Updated 7 months ago

A blank, white page in a spiral-bound notebook with a sharpened pencil laying on it.

If you spend time wondering what to write in the blank “Description” field every time you open a pull request, adding a PR template to your repo will speed you up.

By pre-filling that “Description” field with a few quick prompts to answer, you’ll always know what to write and your reviewers will always get the info they need.

How to add a PR template

  1. Create a folder called .github at the root of your repo
  2. Create a file called .github/pull_request_template.md
  3. Use GitHub’s Markdown syntax to add any prompts you think will be useful to that file

That’s it! Each time you open a pull request, the description section will now be pre-filled with your template.

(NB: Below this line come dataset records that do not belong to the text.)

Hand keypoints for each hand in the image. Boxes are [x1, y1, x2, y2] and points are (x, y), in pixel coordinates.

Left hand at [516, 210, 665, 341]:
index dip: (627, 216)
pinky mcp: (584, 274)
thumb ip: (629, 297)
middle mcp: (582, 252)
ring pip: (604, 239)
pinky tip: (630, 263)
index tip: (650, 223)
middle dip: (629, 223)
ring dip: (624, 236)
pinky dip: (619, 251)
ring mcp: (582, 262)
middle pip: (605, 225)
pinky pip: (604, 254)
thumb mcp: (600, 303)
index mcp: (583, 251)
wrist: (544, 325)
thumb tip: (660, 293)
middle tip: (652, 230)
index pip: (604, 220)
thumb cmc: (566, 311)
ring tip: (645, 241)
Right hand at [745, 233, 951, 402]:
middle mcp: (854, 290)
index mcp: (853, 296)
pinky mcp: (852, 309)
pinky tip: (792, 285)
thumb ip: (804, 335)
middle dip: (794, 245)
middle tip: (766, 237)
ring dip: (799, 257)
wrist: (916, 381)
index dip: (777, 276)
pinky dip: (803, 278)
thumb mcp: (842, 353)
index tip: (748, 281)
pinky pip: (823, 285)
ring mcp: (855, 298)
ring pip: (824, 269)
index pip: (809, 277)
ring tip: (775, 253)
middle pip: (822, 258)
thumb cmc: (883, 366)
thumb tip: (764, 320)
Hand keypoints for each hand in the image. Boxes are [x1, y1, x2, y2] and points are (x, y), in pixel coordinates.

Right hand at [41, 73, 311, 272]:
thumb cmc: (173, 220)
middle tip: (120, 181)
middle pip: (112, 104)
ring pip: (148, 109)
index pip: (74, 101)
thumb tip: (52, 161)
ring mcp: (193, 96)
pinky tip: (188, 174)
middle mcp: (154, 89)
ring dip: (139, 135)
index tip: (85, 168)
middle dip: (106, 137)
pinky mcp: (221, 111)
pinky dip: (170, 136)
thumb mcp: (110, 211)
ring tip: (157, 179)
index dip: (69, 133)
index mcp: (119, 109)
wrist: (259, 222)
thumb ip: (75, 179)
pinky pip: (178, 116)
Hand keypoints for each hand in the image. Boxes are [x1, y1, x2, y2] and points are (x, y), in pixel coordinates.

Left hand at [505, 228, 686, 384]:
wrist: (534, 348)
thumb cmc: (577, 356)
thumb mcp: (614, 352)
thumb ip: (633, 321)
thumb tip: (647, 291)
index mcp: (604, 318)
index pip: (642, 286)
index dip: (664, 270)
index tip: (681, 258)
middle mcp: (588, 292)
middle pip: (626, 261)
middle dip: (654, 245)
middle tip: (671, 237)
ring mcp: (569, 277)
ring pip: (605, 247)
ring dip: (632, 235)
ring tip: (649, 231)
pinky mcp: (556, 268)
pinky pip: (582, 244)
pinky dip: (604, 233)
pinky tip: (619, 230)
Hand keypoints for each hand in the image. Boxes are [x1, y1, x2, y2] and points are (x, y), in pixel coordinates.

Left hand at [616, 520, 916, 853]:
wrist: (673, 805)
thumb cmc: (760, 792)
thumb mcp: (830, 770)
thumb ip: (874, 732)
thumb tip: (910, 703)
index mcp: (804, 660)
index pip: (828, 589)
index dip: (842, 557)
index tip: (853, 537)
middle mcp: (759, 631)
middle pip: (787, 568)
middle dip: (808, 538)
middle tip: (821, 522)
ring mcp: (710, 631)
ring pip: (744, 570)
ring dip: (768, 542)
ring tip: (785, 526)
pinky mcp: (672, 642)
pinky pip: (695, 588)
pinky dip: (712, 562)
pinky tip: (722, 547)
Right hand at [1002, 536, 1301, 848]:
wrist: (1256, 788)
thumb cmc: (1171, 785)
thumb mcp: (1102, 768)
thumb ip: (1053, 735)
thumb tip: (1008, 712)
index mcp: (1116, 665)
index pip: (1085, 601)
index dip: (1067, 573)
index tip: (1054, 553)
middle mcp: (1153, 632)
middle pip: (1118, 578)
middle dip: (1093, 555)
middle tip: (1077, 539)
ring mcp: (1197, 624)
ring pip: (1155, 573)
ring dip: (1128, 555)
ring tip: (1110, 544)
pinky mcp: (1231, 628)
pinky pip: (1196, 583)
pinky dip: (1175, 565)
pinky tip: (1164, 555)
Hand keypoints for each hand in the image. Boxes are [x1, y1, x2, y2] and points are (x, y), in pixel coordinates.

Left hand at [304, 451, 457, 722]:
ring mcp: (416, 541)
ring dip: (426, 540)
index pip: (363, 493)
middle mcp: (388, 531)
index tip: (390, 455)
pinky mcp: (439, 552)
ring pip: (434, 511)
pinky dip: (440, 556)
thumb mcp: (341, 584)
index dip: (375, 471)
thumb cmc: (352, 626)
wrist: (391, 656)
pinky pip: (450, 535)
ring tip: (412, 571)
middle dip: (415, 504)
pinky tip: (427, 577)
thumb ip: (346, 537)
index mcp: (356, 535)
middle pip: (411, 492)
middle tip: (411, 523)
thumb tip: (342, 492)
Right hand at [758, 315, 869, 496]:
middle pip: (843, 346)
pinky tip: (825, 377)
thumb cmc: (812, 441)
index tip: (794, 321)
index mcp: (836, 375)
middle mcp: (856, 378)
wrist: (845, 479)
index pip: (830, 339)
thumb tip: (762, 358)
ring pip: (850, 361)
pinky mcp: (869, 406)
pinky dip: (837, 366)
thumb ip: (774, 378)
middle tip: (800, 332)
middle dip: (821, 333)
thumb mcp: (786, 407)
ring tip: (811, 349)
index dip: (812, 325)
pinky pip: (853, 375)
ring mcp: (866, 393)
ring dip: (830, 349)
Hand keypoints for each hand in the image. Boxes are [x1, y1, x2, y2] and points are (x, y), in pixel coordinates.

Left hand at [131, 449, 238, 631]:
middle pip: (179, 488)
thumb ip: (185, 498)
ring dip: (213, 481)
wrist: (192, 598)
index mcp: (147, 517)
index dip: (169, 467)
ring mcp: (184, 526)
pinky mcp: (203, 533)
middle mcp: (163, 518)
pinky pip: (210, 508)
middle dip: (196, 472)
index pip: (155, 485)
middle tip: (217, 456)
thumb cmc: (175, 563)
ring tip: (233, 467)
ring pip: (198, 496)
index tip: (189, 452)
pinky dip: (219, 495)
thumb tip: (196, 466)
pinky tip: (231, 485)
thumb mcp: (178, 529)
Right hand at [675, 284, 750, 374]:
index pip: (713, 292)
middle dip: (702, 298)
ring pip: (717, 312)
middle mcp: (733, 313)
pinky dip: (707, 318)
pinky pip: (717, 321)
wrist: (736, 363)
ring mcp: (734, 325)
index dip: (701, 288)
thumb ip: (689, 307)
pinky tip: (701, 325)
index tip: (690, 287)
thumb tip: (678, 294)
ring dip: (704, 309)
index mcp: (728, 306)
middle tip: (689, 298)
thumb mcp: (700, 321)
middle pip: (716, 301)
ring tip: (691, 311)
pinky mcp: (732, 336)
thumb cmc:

What to include in your template?

Feel free to add any prompts you like! I prefer to keep it simple:

## ✅ What

<!-- A brief description of the changes in this PR. -->

## 🤔 Why

<!-- A brief description of why we want these changes. -->

## 👩‍🔬 How to test

<!-- Step-by-step instructions for verifying these changes work as expected. -->

## 🔖 Related links

- [Jira task](<!-- link -->)
- [Slack thread](<!-- link -->)

(Those comments are only visible while editing.)

Don’t overdo it

Whatever you do, don’t make your PR template too long. If you notice your team generally skips certain prompts, don’t hesitate to remove them.

Only include prompts that actually save everyone time. If your reviewers consistently ask which ticket your PRs relate to, adding a ticket link prompt to the template is probably a good idea. But adding 50 well-intentioned checkboxes will only cause your team to skip the template entirely.